Julián San Segundo. Don Julián. Nos pedía que le apeásemos el "don" y el "usted". Al principio, jueces jóvenes, nos costaba hacerlo; nos parecía como un atrevimiento transgresor de aquel espacio de respeto que, por la edad y su ascendiente como antiguo preparador, le debíamos y le tributábamos espontáneamente. Pero él insistía y cedíamos. Tal vez eran las mujeres jueces las que seguían manteniendo el "don Julián", que el paso del tiempo fue tiñendo de afecto y ternura.
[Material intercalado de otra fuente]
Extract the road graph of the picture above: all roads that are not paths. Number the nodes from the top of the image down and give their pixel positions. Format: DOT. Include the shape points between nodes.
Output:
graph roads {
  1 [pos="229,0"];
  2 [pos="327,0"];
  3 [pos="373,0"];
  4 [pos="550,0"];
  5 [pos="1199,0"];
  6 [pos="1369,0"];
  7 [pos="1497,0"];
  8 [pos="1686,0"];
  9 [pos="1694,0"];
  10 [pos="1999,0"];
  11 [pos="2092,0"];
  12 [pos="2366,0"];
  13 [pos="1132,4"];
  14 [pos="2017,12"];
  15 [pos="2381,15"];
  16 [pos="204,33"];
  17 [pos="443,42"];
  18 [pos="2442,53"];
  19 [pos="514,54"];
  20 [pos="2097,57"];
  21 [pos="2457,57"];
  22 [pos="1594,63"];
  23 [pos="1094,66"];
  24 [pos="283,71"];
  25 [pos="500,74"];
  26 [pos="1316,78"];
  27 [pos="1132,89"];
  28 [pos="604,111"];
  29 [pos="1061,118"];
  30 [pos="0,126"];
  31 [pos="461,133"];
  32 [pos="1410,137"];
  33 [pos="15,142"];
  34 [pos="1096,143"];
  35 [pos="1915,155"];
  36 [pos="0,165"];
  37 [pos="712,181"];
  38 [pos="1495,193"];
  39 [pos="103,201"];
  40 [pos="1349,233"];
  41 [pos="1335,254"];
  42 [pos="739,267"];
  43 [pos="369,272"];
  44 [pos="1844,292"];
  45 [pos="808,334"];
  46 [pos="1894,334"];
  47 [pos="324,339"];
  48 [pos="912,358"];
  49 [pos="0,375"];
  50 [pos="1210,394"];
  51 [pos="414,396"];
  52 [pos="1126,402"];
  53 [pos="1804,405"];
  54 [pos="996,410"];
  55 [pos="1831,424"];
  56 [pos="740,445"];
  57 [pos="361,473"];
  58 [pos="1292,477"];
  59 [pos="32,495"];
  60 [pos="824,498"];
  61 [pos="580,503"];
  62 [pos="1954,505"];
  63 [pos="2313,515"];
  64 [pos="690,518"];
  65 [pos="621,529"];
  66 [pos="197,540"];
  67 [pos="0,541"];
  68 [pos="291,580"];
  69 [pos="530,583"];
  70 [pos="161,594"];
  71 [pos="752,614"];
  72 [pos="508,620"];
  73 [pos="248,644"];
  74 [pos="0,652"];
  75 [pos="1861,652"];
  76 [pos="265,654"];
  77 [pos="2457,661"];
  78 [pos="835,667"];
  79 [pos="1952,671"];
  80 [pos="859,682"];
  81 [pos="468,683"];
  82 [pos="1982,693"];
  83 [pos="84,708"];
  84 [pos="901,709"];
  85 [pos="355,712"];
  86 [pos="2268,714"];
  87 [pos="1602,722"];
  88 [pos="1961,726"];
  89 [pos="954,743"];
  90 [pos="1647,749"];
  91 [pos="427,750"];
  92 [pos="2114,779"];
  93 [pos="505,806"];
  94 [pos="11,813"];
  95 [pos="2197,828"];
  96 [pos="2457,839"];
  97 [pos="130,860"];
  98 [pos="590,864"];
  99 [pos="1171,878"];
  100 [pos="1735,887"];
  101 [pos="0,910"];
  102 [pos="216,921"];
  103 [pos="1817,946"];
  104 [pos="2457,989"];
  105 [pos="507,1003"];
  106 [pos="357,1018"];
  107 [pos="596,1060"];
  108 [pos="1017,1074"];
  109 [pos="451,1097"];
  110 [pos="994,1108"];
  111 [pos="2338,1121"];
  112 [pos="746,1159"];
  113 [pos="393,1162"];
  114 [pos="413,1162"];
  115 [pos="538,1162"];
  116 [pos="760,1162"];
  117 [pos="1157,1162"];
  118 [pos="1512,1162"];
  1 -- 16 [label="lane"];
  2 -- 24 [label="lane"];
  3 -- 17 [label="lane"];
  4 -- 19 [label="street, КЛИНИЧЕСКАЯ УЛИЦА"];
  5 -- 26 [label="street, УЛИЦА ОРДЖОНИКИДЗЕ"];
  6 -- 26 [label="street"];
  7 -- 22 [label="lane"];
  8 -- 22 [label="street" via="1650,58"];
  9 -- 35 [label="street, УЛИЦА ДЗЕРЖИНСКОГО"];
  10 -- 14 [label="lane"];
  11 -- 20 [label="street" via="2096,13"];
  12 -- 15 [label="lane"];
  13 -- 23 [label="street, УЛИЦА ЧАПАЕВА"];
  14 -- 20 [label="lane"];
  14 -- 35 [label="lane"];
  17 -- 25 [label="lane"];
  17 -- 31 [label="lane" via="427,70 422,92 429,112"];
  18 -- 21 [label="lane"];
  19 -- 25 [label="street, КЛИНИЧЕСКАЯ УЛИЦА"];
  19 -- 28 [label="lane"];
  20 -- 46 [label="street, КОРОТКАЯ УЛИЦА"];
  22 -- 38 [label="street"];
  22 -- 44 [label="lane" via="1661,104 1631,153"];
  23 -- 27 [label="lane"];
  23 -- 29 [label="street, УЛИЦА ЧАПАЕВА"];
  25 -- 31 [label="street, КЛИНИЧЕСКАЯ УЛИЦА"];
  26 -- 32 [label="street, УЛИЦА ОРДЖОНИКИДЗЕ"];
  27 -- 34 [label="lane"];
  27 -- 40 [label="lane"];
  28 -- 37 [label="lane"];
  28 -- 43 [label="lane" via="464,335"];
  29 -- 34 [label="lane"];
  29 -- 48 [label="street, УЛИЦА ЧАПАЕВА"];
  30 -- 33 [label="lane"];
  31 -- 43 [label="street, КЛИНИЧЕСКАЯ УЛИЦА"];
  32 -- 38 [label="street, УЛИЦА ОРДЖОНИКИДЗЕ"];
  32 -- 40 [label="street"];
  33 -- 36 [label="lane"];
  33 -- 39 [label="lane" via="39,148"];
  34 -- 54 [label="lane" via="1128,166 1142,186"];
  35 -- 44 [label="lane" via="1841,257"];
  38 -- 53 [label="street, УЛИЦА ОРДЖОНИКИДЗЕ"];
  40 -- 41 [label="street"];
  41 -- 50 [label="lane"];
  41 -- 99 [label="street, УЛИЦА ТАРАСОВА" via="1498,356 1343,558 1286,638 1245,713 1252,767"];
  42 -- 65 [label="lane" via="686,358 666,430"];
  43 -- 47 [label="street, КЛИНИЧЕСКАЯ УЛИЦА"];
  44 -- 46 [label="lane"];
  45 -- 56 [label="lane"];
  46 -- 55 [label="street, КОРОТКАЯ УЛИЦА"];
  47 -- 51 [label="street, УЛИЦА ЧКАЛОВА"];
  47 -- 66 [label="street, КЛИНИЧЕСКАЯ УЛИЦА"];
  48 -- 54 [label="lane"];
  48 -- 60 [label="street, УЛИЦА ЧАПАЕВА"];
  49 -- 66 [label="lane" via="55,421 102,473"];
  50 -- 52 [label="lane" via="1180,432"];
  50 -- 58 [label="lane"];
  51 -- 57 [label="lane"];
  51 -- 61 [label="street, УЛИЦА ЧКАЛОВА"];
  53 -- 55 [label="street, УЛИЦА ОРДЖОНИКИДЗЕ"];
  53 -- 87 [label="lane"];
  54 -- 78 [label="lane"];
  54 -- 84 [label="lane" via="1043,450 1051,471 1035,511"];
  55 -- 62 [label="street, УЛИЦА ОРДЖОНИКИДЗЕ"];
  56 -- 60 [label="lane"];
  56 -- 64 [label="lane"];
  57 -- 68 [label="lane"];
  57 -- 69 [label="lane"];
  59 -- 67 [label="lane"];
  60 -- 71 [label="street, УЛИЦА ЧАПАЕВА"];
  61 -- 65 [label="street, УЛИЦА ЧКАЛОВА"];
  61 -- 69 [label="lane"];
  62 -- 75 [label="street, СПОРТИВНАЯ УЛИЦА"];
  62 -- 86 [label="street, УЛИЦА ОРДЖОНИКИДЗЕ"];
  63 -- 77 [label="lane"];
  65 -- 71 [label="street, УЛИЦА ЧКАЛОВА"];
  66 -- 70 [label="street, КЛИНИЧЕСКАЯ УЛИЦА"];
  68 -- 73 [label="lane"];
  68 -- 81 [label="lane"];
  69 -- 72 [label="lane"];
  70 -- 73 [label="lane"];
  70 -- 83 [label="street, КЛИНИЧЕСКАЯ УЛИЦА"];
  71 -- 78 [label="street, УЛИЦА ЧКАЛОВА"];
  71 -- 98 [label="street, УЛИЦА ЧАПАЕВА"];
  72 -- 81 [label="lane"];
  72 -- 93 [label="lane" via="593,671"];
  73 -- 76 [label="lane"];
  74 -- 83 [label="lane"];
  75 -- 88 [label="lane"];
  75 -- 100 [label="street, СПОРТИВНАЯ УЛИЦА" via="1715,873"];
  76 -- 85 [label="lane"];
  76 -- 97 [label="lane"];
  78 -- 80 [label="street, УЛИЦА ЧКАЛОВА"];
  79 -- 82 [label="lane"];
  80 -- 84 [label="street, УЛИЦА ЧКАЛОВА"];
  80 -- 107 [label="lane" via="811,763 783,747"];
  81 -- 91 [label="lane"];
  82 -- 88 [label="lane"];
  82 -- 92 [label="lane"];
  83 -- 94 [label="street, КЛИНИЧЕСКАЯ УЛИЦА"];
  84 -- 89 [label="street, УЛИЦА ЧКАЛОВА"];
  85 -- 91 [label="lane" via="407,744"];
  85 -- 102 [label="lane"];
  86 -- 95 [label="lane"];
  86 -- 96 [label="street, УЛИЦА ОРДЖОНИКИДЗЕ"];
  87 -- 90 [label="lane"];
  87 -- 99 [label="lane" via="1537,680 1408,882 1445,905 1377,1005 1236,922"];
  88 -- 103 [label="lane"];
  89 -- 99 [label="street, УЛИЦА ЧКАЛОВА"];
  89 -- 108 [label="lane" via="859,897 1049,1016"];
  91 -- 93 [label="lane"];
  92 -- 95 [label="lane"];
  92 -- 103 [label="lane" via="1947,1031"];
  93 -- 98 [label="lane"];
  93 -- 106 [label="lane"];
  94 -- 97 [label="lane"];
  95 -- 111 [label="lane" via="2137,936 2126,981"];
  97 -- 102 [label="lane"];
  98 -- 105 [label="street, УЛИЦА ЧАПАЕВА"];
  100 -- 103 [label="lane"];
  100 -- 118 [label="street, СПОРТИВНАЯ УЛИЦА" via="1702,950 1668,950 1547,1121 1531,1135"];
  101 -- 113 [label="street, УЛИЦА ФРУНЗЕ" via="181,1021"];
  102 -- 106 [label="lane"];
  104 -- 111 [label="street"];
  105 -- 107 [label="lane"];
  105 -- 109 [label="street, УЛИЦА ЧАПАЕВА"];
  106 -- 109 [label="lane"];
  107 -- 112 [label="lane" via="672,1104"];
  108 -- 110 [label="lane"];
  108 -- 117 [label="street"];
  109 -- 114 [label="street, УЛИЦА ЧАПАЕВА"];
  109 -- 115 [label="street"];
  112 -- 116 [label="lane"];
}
Un pequeño grupo de antiguos opositores nos reuníamos a comer con él en Navidades o en verano. Yo le decía que íbamos a degustar algún pescado y a charlar, pero que no se le ocurriese preguntarnos tema alguno de Derecho civil. Y él reía complacido la broma. Invariablemente, al terminar aquellas comidas, insistía emocionado en transmitirnos su gratitud: -"No os imagináis -decía- lo mucho que para mí significa que al paso de los años me recordéis y me llaméis para pasar este rato con vosotros".- Y lo repetía con especial énfasis, como si quisiera hacernos tangible su sentimiento. La última comida transcurrió en una atmósfera familiar y acogedora; ya no podremos olvidarla. Como siempre, al terminar, repitió el mismo gesto, volvió a sus palabras: -"No os podéis imaginar lo mucho que os agradezco?" Y yo, que estaba sentado junto a él, me pareció advertir que en esta ocasión la voz, con emoción contenida, se le quebraba ligeramente. Pero él tenía que saber -¿se lo dijimos alguna vez?- que la deuda de gratitud era nuestra porque nos acompañó y nos dio aliento en un trance duro y capital de nuestras vidas.

En los últimos tiempos, profundamente malherido por la muerte de María Teresa, enfrentado solo a la vejez, se lamentaba por el deterioro que el paso del tiempo causaba en su cuerpo, en sus facultades. Me conmovía cuando se quejaba de su pérdida de memoria; parecía que era esa decadencia la más temida, la que le contrariaba de manera especial. Y entonces, para ponerse a prueba, rememoraba a la letra algún precepto del Código Civil, y yo, que tantos tuve que recitar ante él para ensayar mi combate ante un inmisericorde y pétreo tribunal, me encontraba, al cabo de los años, oyéndole repetir el artículo 1º del viejo código con el que él quería desafiar al tribunal, también inmisericorde, del paso del tiempo.

Se ha ido cerrando tras de sí la puerta de la vida calladamente, con deliberado sigilo, con la elegante discreción que le caracterizó en vida, y afrontó su final con la serenidad de espíritu que solo el hombre de bien puede alcanzar.

Desde hace algún tiempo, cada vez que alguien cercano se va para siempre, se despierta en mí el recuerdo de aquella leyenda inscrita en un viejo reloj, ese indolente contable de las horas de nuestras vidas: Vulnerant omnes, ultima necat. Todas hieren, la última mata. Esa es la verdad de la vida, la verdad del tiempo, acaso la única verdad. Y Julián, don Julián, desde esa última hora ha dejado de estar entre nosotros, pero pasa ahora a estar en nosotros, es decir, imborrable en nuestra memoria.